Provided records Start Marker

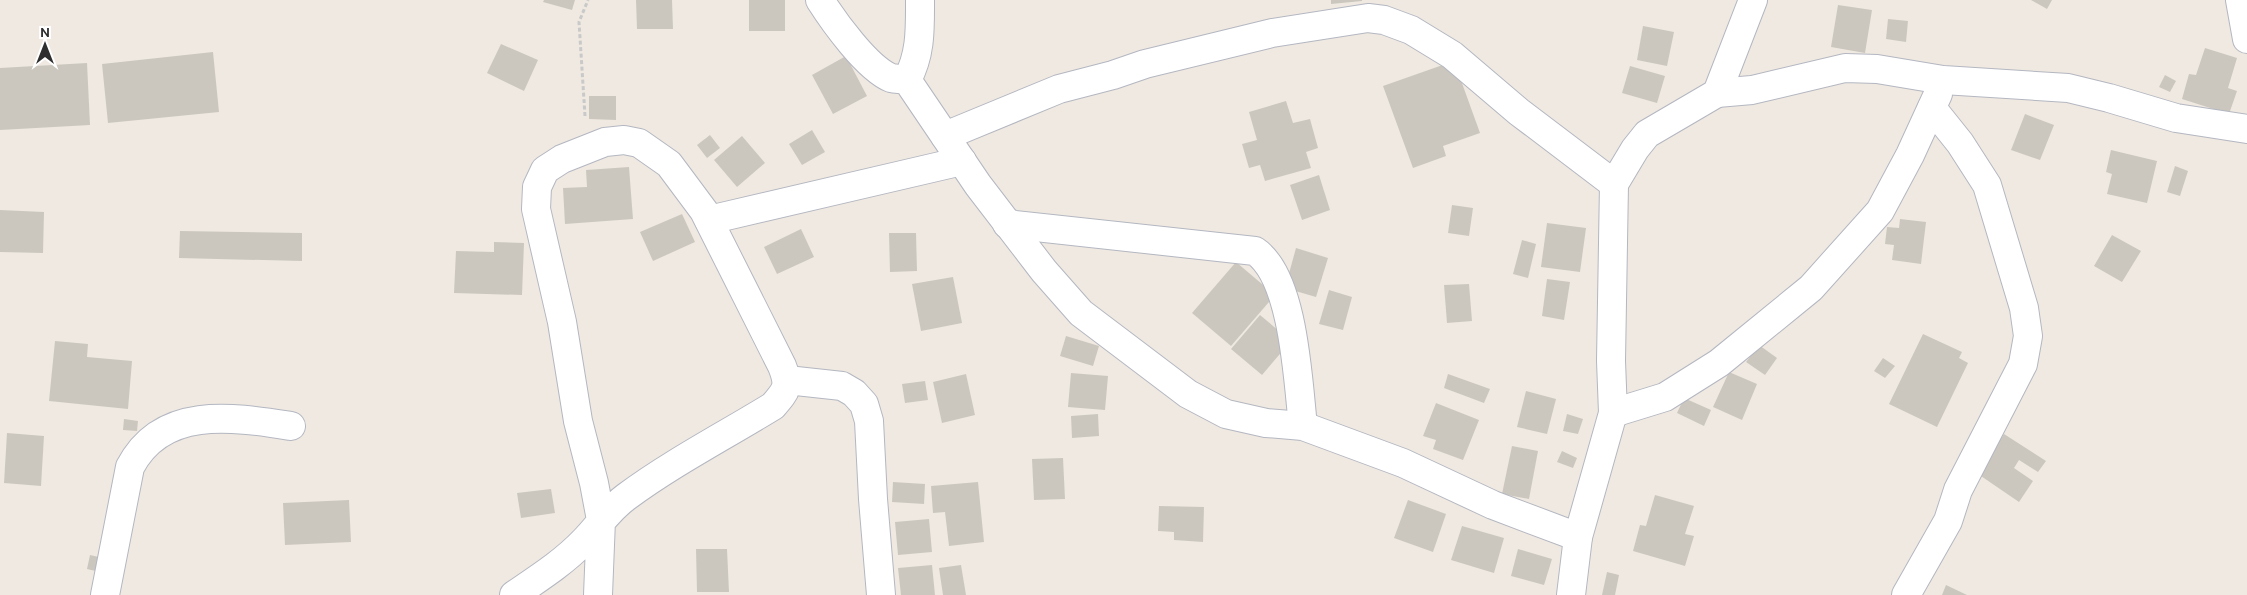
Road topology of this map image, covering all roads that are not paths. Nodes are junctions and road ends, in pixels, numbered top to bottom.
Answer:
1 (820, 0) edge
2 (920, 0) edge
3 (1753, 0) edge
4 (2240, 0) edge
5 (2247, 39) edge
6 (907, 80) junction
7 (1943, 80) junction
8 (1717, 93) junction
9 (1932, 108) junction
10 (2247, 129) edge
11 (945, 136) junction
12 (962, 161) junction
13 (1614, 184) junction
14 (709, 220) junction
15 (1007, 224) junction
16 (787, 380) junction
17 (1613, 413) junction
18 (290, 426) dead end
19 (1302, 426) junction
20 (601, 520) junction
21 (1578, 537) junction
22 (105, 595) edge
23 (514, 595) edge
24 (598, 595) edge
25 (881, 595) edge
26 (1571, 595) edge
27 (1906, 595) edge

1 - 6 street
2 - 6 street
3 - 8 street
4 - 5 street
6 - 11 street
7 - 8 street
7 - 9 street
7 - 10 street
8 - 13 street
9 - 17 street
9 - 27 street
11 - 12 street
11 - 13 street
12 - 14 street
12 - 15 street
13 - 17 street
14 - 16 street
14 - 20 street
15 - 19 street
15 - 19 street
16 - 20 street
16 - 25 street
17 - 21 street
18 - 22 street
19 - 21 street
20 - 23 street
20 - 24 street
21 - 26 street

Provided records End Marker

## Work required
Filter the material for the word "edge" and copy each matching line.

## Exercise answer
1 (820, 0) edge
2 (920, 0) edge
3 (1753, 0) edge
4 (2240, 0) edge
5 (2247, 39) edge
10 (2247, 129) edge
22 (105, 595) edge
23 (514, 595) edge
24 (598, 595) edge
25 (881, 595) edge
26 (1571, 595) edge
27 (1906, 595) edge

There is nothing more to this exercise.